Status And Selling Out

what happened to caring about selling out: a theory

Status And Selling Out

my very 90s coffee-house rocking acoustic guitar case

When you know something is cool before anybody else really knows it, you feel special. 

I don't think discovery-status has "changed," but I do believe that generationally, "what constitutes selling out and does anybody care anymore" is a question worth asking. How can one of the most profound emotional sensibilities of my teenage years not precisely map to modern teenagers?

I was always up on all sorts of underground bands/artists/whatever we call them now. I still try to be. But, and I know this part still matters, it feels so good to find things “first”(ish). 

And, it used to totally suck when everybody else caught on.

“Oh you like THEM? Just now? I get it, I guess. It’s just that their old stuff is so much better. They sold out.” - 90's Matt

What’s fascinating to 2020's Matt is the status seesaw at play in this emotional decision. 

The emotional response to selling out has little to do with the artist. Yes, they got more popular, but that’s what happens to good art. My 90's emotional response had everything to do with me. 

But who wants to admit that?! Can't I just blame them? They're the one's who chose to go off and get successful, I didn't choose that for them, even when I was preaching how totally amazing they were...

My anger, or my rejection of prior affections, was based on my status being lowered. 

This is what matters. The perception of status to 90's Matt. In a cassette and CD and (very) limited access to discretionary funds era, rapidly shifting gears into AIM messages, Napster, and college dorm high-speed internet, social status was a different type of scarce.

Yeah, I was in my head, but so was everybody else. Or at least almost everybody else. Or at least the people I cared about because they also weren't like everybody else, and yeah, that's teenager logic, for you, you know?

When only I knew about a band, my status was higher. Then, when everybody found out, I felt it as a status-lowering transaction. Now they were all going to go buy the tape, or the t-shirt, or whatever, and my previously precious collection was rendered worthless.

Fed through the lens of my psychology, it makes a lot of sense why I kept looking for the next new thing. I was being trained. Trained with a Pavlovian response to go out and find the next Pavement's record, first. A whole 20-30 year generation feels this. Some of us grew to accept it. Others grew to love increasingly obscure things for the sheer self-protection of it all.

I’ll never look at selling out quite the same again. The personal betrayal of feeling status taken away. The annoying cool kid who baited you to safely rise into the air on the seesaw, only to drop off when he reached the bottom, and point and laugh at your terror as gravity plunged your bony behind into the non-cushioning deflated tire on the ground.

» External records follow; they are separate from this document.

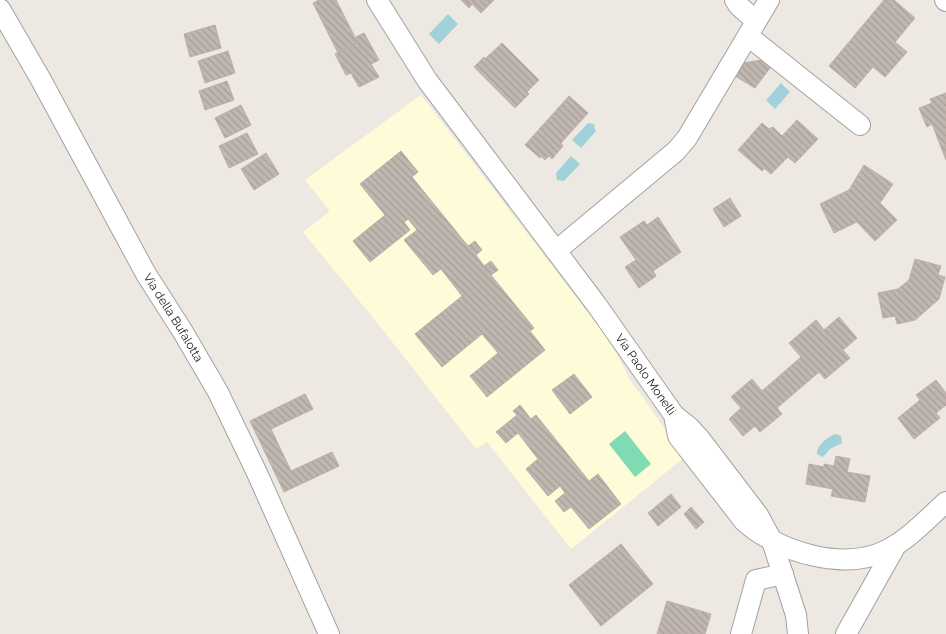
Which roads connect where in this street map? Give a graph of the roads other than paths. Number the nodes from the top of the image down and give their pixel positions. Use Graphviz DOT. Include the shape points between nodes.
graph roads {
  1 [pos="377,0"];
  2 [pos="735,0"];
  3 [pos="769,0"];
  4 [pos="0,9"];
  5 [pos="752,28"];
  6 [pos="860,125"];
  7 [pos="556,251"];
  8 [pos="946,502"];
  9 [pos="772,541"];
  10 [pos="896,545"];
  11 [pos="782,574"];
  12 [pos="848,633"];
  13 [pos="329,634"];
  14 [pos="742,634"];
  15 [pos="798,634"];
  1 -- 7 [label="street, Via Paolo Monelli" via="427,80"];
  2 -- 5 [label="street"];
  3 -- 5 [label="street"];
  4 -- 13 [label="street, Via della Bufalotta" via="146,274 218,392"];
  5 -- 6 [label="street"];
  5 -- 7 [label="street" via="687,138 676,151"];
  7 -- 9 [label="street, Via Paolo Monelli" via="674,416 700,439 758,515"];
  8 -- 10 [label="street"];
  9 -- 10 [label="street" via="801,553 833,558 875,555"];
  9 -- 11 [label="street"];
  10 -- 12 [label="street"];
  11 -- 14 [label="street" via="756,580"];
  11 -- 15 [label="street" via="796,615"];
}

It was always going to hurt.

The internet has changed selling out. Or at least evolved it. People (re: teenagers and music critics?) don't seem to experience the same deflation from a band selling out anymore.

Once you add infinite shelf space and endless social media feeds, you can still score discovery status bumps by being first, BUT, you get even more of a status bump when it goes viral.

The modern shelf demands more stuff. The feeds need more trending topics. Not good, but definitely trending. The act of selling out has earned a serious, status-boosting, social function. All hail the algorithms.

And I don't hate this. I accept it. It's the tide changing.

But I also am coming to understand it as one of the key differences between generations.

The status seesaw is still there, but the rules got refreshed.

Confusion is scary.

Helping people not get duped on the seesaw and feeling worthy, within themselves and across the whole group, that's still the most important thing.

Put some good stuff on the shelf. Give somebody a boost. And if that means I'm asking you to sell out with me tonight, to sell out, with me oh yeah... then everything's gonna be alright.

Ps. “Sell Out” is the song to explain it, but the social safety of “Trendy” is a whole other context: “It's not so bad bein' trendy / Everyone who looks like me is my friend /Please don't hate me because I'm trendy /They're not gonna laugh at me again.” That’s 7th grade philosophy, but it’s solid emotional self-awareness. Not bad for ‘96.